Data shown Block Start

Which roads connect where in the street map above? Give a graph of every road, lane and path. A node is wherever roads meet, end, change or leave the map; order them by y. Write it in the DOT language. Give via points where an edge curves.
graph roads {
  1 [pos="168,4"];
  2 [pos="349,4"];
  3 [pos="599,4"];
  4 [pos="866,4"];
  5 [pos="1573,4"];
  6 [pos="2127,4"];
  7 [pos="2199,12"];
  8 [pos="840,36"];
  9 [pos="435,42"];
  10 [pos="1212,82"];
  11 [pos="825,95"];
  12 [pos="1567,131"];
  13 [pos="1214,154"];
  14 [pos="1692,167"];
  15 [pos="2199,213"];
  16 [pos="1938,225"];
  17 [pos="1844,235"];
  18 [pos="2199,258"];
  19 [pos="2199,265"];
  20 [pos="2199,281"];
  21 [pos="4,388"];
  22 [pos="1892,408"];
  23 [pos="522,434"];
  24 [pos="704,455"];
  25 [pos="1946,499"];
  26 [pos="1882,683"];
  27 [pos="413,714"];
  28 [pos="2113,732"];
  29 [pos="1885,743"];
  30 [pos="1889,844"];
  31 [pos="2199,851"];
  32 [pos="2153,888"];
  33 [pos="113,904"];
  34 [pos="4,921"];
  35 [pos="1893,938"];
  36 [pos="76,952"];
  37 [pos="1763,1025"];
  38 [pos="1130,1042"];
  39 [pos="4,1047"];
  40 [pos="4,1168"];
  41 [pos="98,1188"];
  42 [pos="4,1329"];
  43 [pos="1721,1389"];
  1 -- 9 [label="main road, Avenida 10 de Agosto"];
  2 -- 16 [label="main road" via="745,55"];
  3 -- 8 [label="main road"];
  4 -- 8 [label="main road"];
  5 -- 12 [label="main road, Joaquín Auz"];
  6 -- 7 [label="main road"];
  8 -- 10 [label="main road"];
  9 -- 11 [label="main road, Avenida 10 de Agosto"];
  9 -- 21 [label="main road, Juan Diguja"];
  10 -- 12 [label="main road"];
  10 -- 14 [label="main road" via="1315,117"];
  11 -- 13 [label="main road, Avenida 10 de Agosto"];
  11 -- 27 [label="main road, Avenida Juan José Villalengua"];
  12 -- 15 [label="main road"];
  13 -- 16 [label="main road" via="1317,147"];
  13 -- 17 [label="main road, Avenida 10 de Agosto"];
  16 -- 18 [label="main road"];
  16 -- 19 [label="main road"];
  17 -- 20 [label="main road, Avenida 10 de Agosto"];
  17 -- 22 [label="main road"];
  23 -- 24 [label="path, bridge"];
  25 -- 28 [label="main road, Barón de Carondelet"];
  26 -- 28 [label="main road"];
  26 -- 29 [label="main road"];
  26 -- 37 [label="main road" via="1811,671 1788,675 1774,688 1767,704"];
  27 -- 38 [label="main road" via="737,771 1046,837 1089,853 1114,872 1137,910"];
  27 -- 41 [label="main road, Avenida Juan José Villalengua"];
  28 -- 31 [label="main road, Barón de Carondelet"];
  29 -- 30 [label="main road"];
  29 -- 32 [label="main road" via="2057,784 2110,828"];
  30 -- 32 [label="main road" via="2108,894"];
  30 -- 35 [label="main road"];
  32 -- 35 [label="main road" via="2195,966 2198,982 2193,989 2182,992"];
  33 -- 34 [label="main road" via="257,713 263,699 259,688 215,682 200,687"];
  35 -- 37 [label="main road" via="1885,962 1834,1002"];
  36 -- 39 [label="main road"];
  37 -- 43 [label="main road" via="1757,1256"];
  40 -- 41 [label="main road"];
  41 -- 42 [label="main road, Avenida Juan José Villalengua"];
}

Data shown Block End

*Required action*. All the entries should be written out again precisely.

*Finished task*.
Which roads connect where in the street map above? Give a graph of every road, lane and path. A node is wherever roads meet, end, change or leave the map; order them by y. Write it in the DOT language. Give via points where an edge curves.
graph roads {
  1 [pos="168,4"];
  2 [pos="349,4"];
  3 [pos="599,4"];
  4 [pos="866,4"];
  5 [pos="1573,4"];
  6 [pos="2127,4"];
  7 [pos="2199,12"];
  8 [pos="840,36"];
  9 [pos="435,42"];
  10 [pos="1212,82"];
  11 [pos="825,95"];
  12 [pos="1567,131"];
  13 [pos="1214,154"];
  14 [pos="1692,167"];
  15 [pos="2199,213"];
  16 [pos="1938,225"];
  17 [pos="1844,235"];
  18 [pos="2199,258"];
  19 [pos="2199,265"];
  20 [pos="2199,281"];
  21 [pos="4,388"];
  22 [pos="1892,408"];
  23 [pos="522,434"];
  24 [pos="704,455"];
  25 [pos="1946,499"];
  26 [pos="1882,683"];
  27 [pos="413,714"];
  28 [pos="2113,732"];
  29 [pos="1885,743"];
  30 [pos="1889,844"];
  31 [pos="2199,851"];
  32 [pos="2153,888"];
  33 [pos="113,904"];
  34 [pos="4,921"];
  35 [pos="1893,938"];
  36 [pos="76,952"];
  37 [pos="1763,1025"];
  38 [pos="1130,1042"];
  39 [pos="4,1047"];
  40 [pos="4,1168"];
  41 [pos="98,1188"];
  42 [pos="4,1329"];
  43 [pos="1721,1389"];
  1 -- 9 [label="main road, Avenida 10 de Agosto"];
  2 -- 16 [label="main road" via="745,55"];
  3 -- 8 [label="main road"];
  4 -- 8 [label="main road"];
  5 -- 12 [label="main road, Joaquín Auz"];
  6 -- 7 [label="main road"];
  8 -- 10 [label="main road"];
  9 -- 11 [label="main road, Avenida 10 de Agosto"];
  9 -- 21 [label="main road, Juan Diguja"];
  10 -- 12 [label="main road"];
  10 -- 14 [label="main road" via="1315,117"];
  11 -- 13 [label="main road, Avenida 10 de Agosto"];
  11 -- 27 [label="main road, Avenida Juan José Villalengua"];
  12 -- 15 [label="main road"];
  13 -- 16 [label="main road" via="1317,147"];
  13 -- 17 [label="main road, Avenida 10 de Agosto"];
  16 -- 18 [label="main road"];
  16 -- 19 [label="main road"];
  17 -- 20 [label="main road, Avenida 10 de Agosto"];
  17 -- 22 [label="main road"];
  23 -- 24 [label="path, bridge"];
  25 -- 28 [label="main road, Barón de Carondelet"];
  26 -- 28 [label="main road"];
  26 -- 29 [label="main road"];
  26 -- 37 [label="main road" via="1811,671 1788,675 1774,688 1767,704"];
  27 -- 38 [label="main road" via="737,771 1046,837 1089,853 1114,872 1137,910"];
  27 -- 41 [label="main road, Avenida Juan José Villalengua"];
  28 -- 31 [label="main road, Barón de Carondelet"];
  29 -- 30 [label="main road"];
  29 -- 32 [label="main road" via="2057,784 2110,828"];
  30 -- 32 [label="main road" via="2108,894"];
  30 -- 35 [label="main road"];
  32 -- 35 [label="main road" via="2195,966 2198,982 2193,989 2182,992"];
  33 -- 34 [label="main road" via="257,713 263,699 259,688 215,682 200,687"];
  35 -- 37 [label="main road" via="1885,962 1834,1002"];
  36 -- 39 [label="main road"];
  37 -- 43 [label="main road" via="1757,1256"];
  40 -- 41 [label="main road"];
  41 -- 42 [label="main road, Avenida Juan José Villalengua"];
}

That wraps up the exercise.